Jan: Are you in touch with any of the women from Brunei? 

Jillian: Yes, I am. I have a handful that I still keep in touch with and one I still consider a close friend. They have all been supportive and encouraging through the process of publishing the book. I was touched and inspired by their grace, even when their memories sometimes differed from mine. A couple of them even showed up to my book release party!

Jan: Returning for the second time to Brunei, you find yourself in bed again with the prince (the sultan’s younger brother) and you, “had to grope around for your internal off switch . . . and was almost sad to flick it.” It seems like earlier in your story you were disconnected from your body and you naturally dissociated? What do you think shifted inside you?

Jillian: I had spent some time back in my “real life” and had gotten out of the practice of leaving my body, dissociating. I think my second trip to Brunei was when I started to feel the unpleasant aspects of dissociation. Until then, I had only experienced it as power. I thought that numbness was desirable, that it was superior to feeling. It wasn’t until I had something to compare it to, that the real sadness of it began to sink in. 

Jan: In Some Girls, you write, “Poetry didn’t get you very far and the world wasn’t kind to people with obvious expressions of mental illness.You talk about your own struggles with depression. Do you think your writing has been part of a therapy or healing for you?

Jillian: Yes and no. I don’t consider writing therapy. In fact, there were times it left me worse off than I started, if you’re strictly looking at depression levels! I think that the healing needs to happen elsewhere. But the work is a place to explore your challenges, to investigate your darkness. I think that writing teaches you how to construct a narrative and that an understanding of narrative structure is immensely helpful when framing the events of our lives so they make sense to us. But I’ve never found writing to be particularly cathartic, or at least not in the way people often expect it to be. 

Jan: Fifteen years pass from the end of the book to the epilogue. Was it the process of writing to publishing that took fifteen years?

Jillian: No. It took me that long to be ready to write the book, from both an emotional and a craft standpoint. The publishing process was relatively quick! 

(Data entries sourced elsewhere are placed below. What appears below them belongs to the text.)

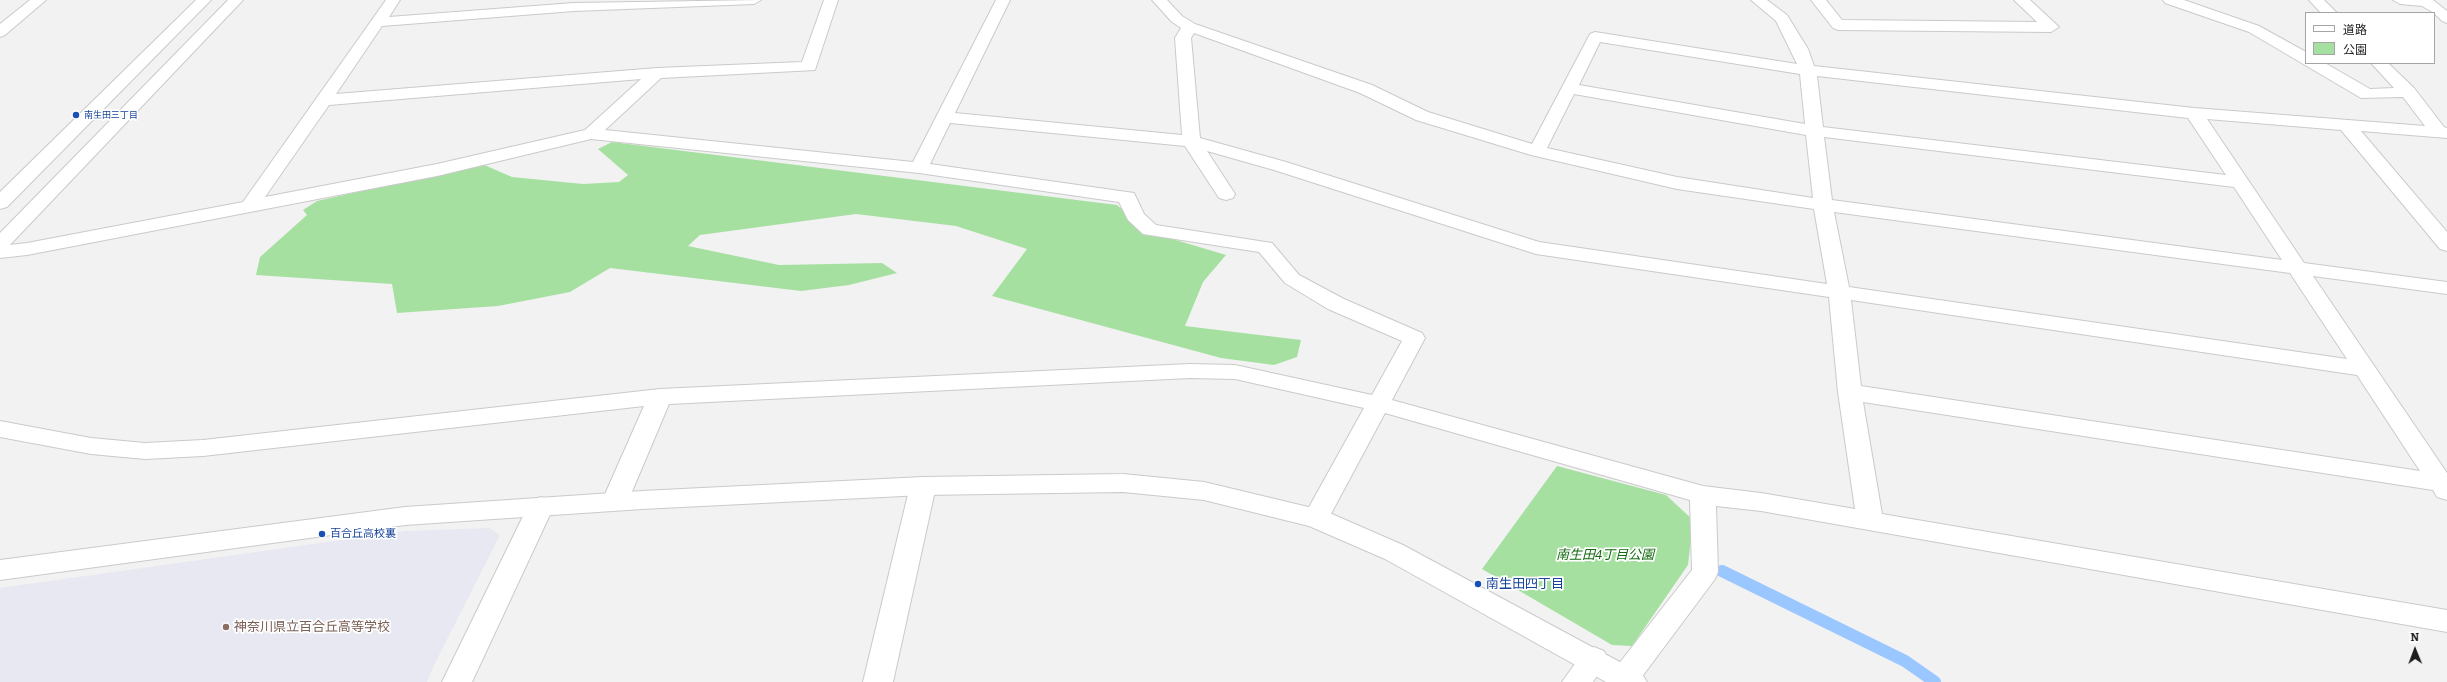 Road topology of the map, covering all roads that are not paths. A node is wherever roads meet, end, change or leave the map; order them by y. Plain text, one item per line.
1 (39, 0) edge
2 (204, 0) edge
3 (236, 0) edge
4 (393, 0) edge
5 (754, 0) edge
6 (831, 0) edge
7 (1003, 0) edge
8 (1159, 0) edge
9 (1758, 0) edge
10 (1818, 0) edge
11 (2021, 0) edge
12 (2170, 0) edge
13 (2316, 0) edge
14 (2400, 0) edge
15 (2328, 12) edge
16 (2447, 18) edge
17 (378, 22) junction
18 (1190, 27) junction
19 (0, 32) edge
20 (2305, 58) edge
21 (2316, 64) edge
22 (2380, 64) edge
23 (1808, 70) junction
24 (658, 73) junction
25 (1568, 88) junction
26 (2408, 92) junction
27 (323, 100) junction
28 (2194, 113) junction
29 (946, 117) junction
30 (2347, 126) junction
31 (1816, 131) junction
32 (2442, 132) edge
33 (591, 134) junction
34 (1191, 141) junction
35 (1537, 151) junction
36 (919, 168) junction
37 (2240, 182) junction
38 (1226, 194) dead end
39 (0, 203) edge
40 (1823, 205) junction
41 (249, 207) junction
42 (0, 244) edge
43 (2447, 245) edge
44 (0, 252) edge
45 (2298, 269) junction
46 (2447, 288) edge
47 (1839, 291) junction
48 (2364, 369) junction
49 (1850, 392) junction
50 (660, 397) junction
51 (1380, 404) junction
52 (0, 429) edge
53 (923, 486) junction
54 (2444, 488) edge
55 (1703, 496) junction
56 (615, 501) junction
57 (541, 506) junction
58 (1316, 518) junction
59 (1870, 522) junction
60 (0, 570) edge
61 (2447, 620) edge
62 (1594, 659) junction
63 (1628, 680) edge
64 (457, 682) edge
65 (878, 682) edge
66 (1577, 682) edge

1 - 19 street
2 - 39 street
3 - 42 street
4 - 17 street
5 - 17 street
6 - 24 street
7 - 29 street
8 - 18 street
9 - 23 street
10 - 11 street
12 - 20 street
13 - 15 street
14 - 16 street
17 - 27 street
18 - 34 street
18 - 35 street
21 - 26 street
22 - 26 street
23 - 25 street
23 - 28 street
23 - 31 street
24 - 27 street
24 - 33 street
25 - 31 street
25 - 35 street
26 - 32 street
27 - 41 street
28 - 30 street
28 - 37 street
29 - 34 street
29 - 36 street
30 - 32 street
30 - 43 street
31 - 37 street
31 - 40 street
33 - 36 street
33 - 41 street
34 - 38 street
34 - 47 street
35 - 40 street
36 - 51 street
37 - 45 street
40 - 45 street
40 - 47 street
41 - 44 street
45 - 46 street
45 - 48 street
47 - 48 street
47 - 49 street
48 - 54 street
49 - 54 street
49 - 59 street
50 - 51 street
50 - 52 street
50 - 56 street
51 - 55 street
51 - 58 street
53 - 56 street
53 - 58 street
53 - 65 street
55 - 59 street
55 - 63 street
56 - 57 street
57 - 60 street
57 - 64 street
58 - 62 street
59 - 61 street
62 - 63 street
62 - 66 street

Jan: Your novel Pretty weaves together themes of addiction, mental health, the justice system, existential searching, love, friendship, and the rites of passage of becoming an adult. (Spoiler alert!) Bebe, the protagonist, makes it through bruised and battered, but presumably to a safe life, in San Francisco. The casualties seem to be the men in her life—her current boyfriend Jake and her ex-lover Aaron?

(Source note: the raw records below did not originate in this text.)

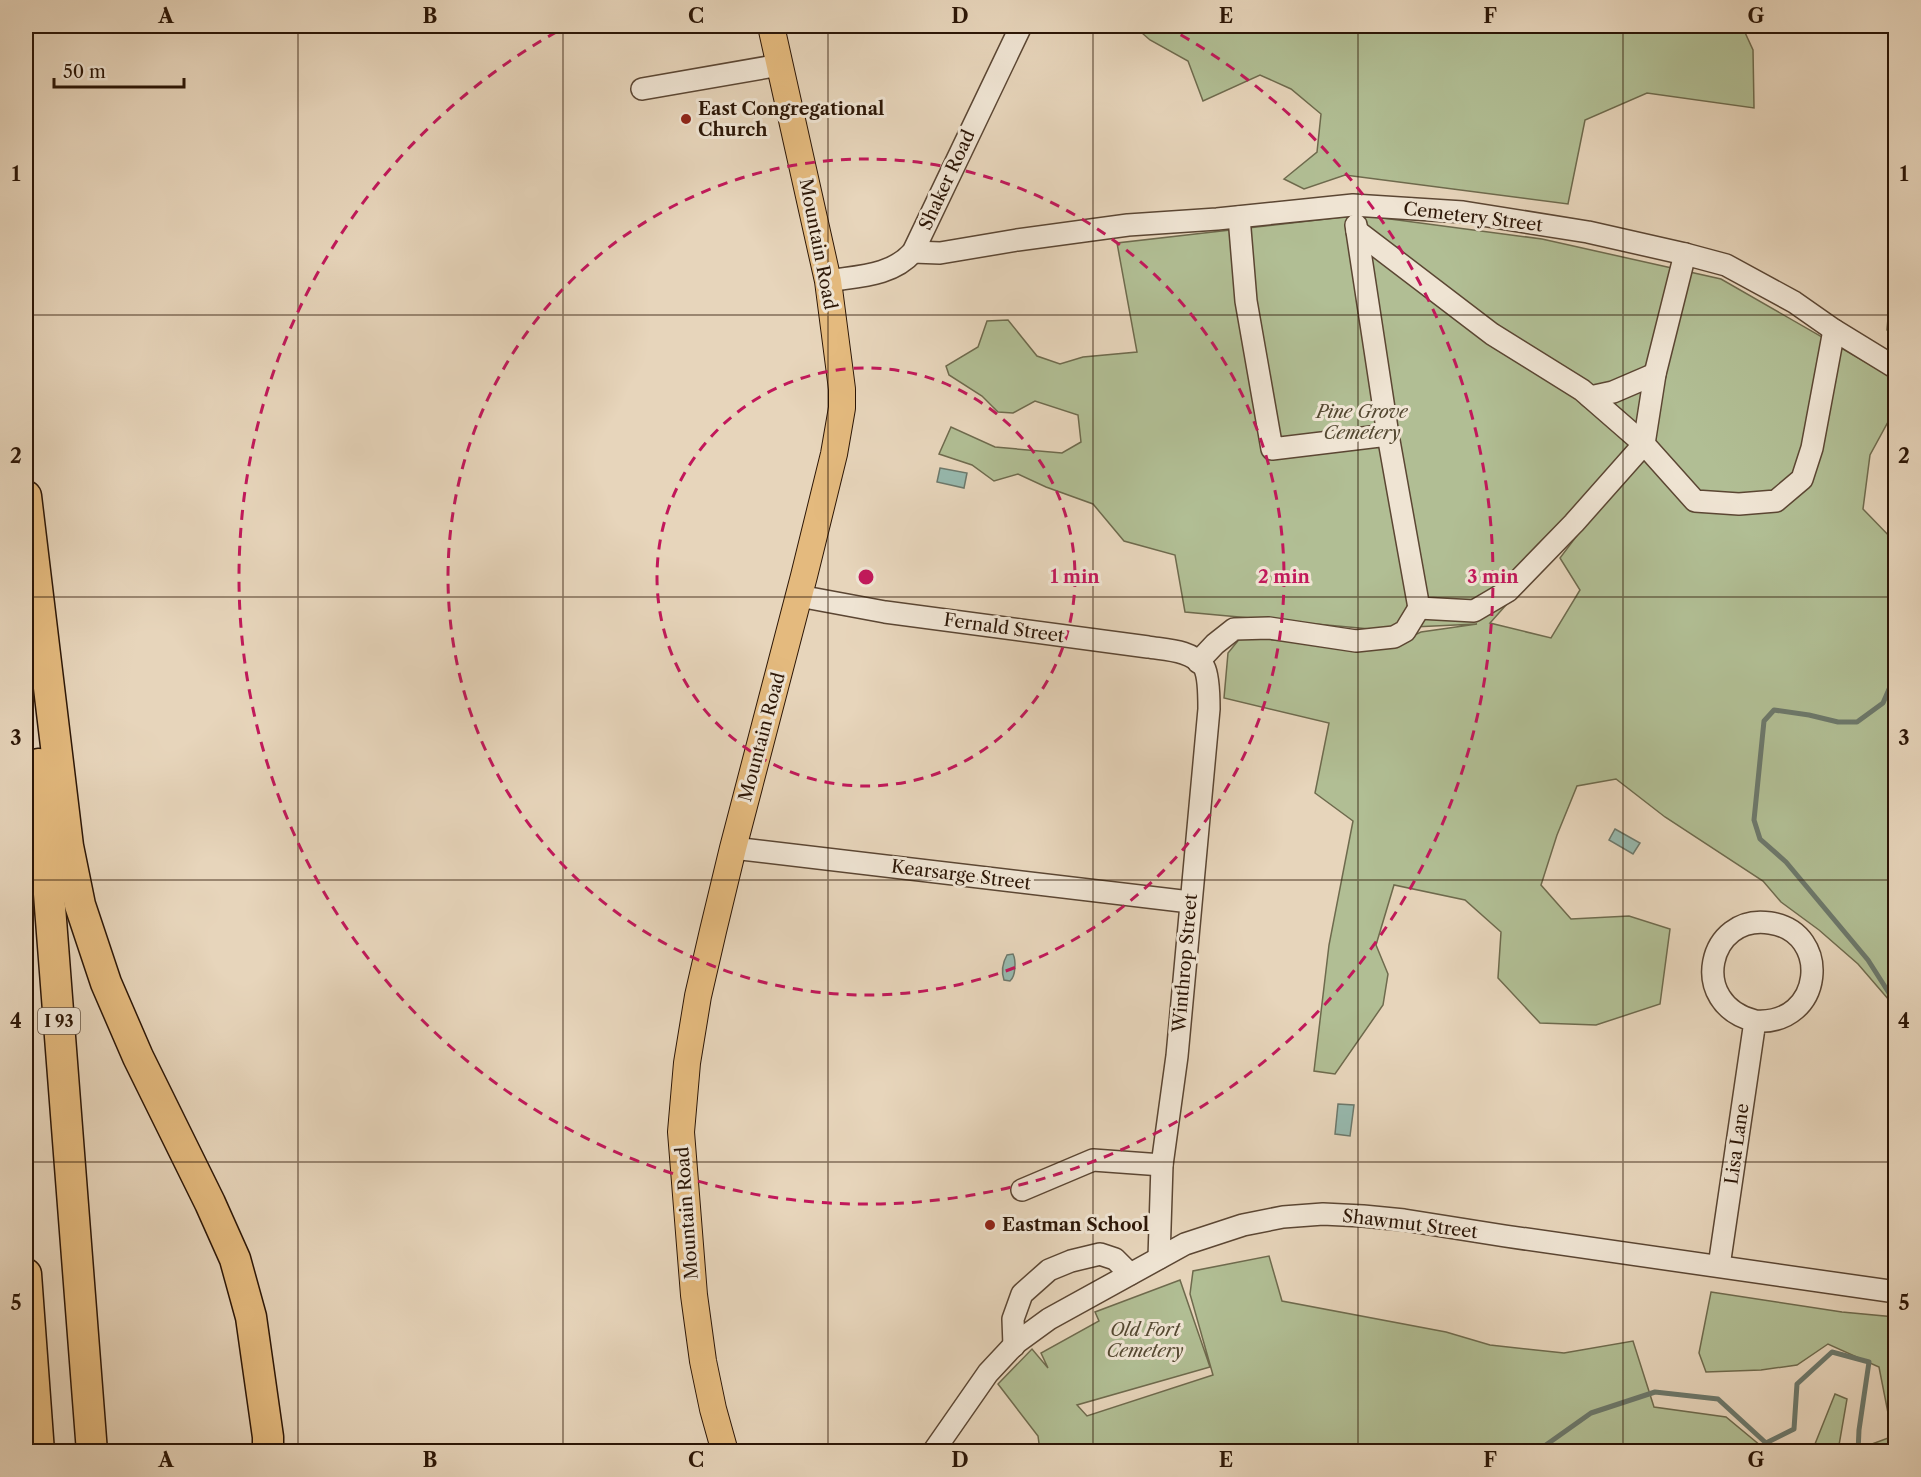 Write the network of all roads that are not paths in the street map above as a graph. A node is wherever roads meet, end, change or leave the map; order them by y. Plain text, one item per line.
1 (771, 26) edge
2 (1021, 26) edge
3 (780, 65) junction
4 (642, 89) dead end
5 (1353, 205) junction
6 (1239, 217) junction
7 (1357, 231) junction
8 (913, 252) junction
9 (1685, 254) junction
10 (828, 281) junction
11 (1834, 330) junction
12 (1896, 368) edge
13 (1655, 374) junction
14 (1590, 397) junction
15 (1388, 435) junction
16 (1644, 444) junction
17 (26, 496) edge
18 (26, 590) edge
19 (799, 596) junction
20 (1419, 608) junction
21 (1201, 665) junction
22 (733, 848) junction
23 (1190, 902) junction
24 (1755, 1021) junction
25 (1162, 1165) junction
26 (1022, 1190) dead end
27 (1159, 1258) junction
28 (1719, 1266) junction
29 (26, 1274) edge
30 (1130, 1274) junction
31 (1896, 1292) edge
32 (1014, 1346) junction
33 (39, 1452) edge
34 (92, 1452) edge
35 (268, 1452) edge
36 (725, 1452) edge
37 (933, 1452) edge

1 - 3 main road, Mountain Road
2 - 8 street, Shaker Road
3 - 4 street
3 - 10 main road, Mountain Road
5 - 6 street, Cemetery Street
5 - 7 street
5 - 9 street, Cemetery Street
6 - 8 street, Cemetery Street
6 - 15 street
7 - 14 street
7 - 15 street
8 - 10 street, Shaker Road
9 - 11 street, Cemetery Street
9 - 13 street
10 - 19 main road, Mountain Road
11 - 12 street, Cemetery Street
11 - 16 street
13 - 14 street
13 - 16 street
14 - 16 street
15 - 20 street
16 - 20 street
17 - 35 highway
18 - 34 highway, I 93
19 - 21 street, Fernald Street
19 - 22 main road, Mountain Road
20 - 21 street
21 - 23 street, Winthrop Street
22 - 23 street, Kearsarge Street
22 - 36 main road, Mountain Road
23 - 25 street, Winthrop Street
24 - 24 street
24 - 28 street, Lisa Lane
25 - 26 street
25 - 27 street, Winthrop Street
27 - 28 street, Shawmut Street
27 - 30 street, Shawmut Street
28 - 31 street, Shawmut Street
29 - 33 highway
30 - 32 street, Shawmut Street
30 - 32 street
32 - 37 street, Shawmut Street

Jillian: It just occurred to me that I really turned the tables on the traditional male-driven bildungsroman, in which the women in the story are generally the casualties of the male protagonist’s journey to find himself. I never thought about that before! 

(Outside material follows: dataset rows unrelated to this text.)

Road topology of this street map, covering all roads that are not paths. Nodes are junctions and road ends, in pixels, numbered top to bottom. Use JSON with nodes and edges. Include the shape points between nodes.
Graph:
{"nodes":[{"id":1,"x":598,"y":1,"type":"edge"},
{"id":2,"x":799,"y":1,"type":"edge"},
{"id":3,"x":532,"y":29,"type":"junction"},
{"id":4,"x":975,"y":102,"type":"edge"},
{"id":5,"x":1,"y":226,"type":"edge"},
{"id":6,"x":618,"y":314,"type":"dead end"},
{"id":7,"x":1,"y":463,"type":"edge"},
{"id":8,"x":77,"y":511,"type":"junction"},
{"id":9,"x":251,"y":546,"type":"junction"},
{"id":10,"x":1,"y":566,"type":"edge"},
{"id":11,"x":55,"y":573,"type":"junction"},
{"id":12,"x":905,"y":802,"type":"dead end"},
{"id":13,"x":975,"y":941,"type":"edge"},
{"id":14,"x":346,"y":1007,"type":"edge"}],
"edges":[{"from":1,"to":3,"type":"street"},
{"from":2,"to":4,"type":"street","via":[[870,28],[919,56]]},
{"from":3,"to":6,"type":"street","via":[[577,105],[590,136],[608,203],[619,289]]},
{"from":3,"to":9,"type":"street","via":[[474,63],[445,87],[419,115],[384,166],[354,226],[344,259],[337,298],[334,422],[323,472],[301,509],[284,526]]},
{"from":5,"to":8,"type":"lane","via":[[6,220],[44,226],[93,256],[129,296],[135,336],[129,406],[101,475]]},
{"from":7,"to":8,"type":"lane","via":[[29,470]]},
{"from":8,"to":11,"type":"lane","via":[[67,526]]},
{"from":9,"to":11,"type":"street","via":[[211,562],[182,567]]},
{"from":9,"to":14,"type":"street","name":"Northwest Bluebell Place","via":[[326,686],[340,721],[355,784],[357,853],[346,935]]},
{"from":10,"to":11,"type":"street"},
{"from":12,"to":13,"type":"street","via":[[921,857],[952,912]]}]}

Jan: There’s a subtle theme of religion that weaves itself into both of your books. In Pretty, it’s the Jesus mantra (“Jesus is under my fingernails”; “Jesus is in the stucco walls, Jesus is in the sun on my face,” and in Some Girls you refer to your own Jewish upbringing. Is spirituality part of your life today?  Was there anything spiritual about the experience in the harem?

Jillian: I consider Pretty to be a deeply religious book and I was grappling with a lot of spiritual questions in my own life when I wrote it. I’m a person with a hunger for God. For many of my friends, spirituality doesn’t have the same urgency that it does for me. Sometimes I wonder if it’s a function of brain chemistry! Yes, I believe there was a great spiritual lesson in the harem. I think there’s always God in pain, in struggle. 

Jan: “It’s not the future I’m compelled by. It’s the past,”Bebe declares about herself in Pretty. As a writer, is this true for you?

Jillian: I once read somewhere that writers are either sentimentalists or satirists. I’m definitely the former. I’m Gatsby, forever staring at the green light at the end of Daisy’s dock. At least the writing gives me somewhere to put it all!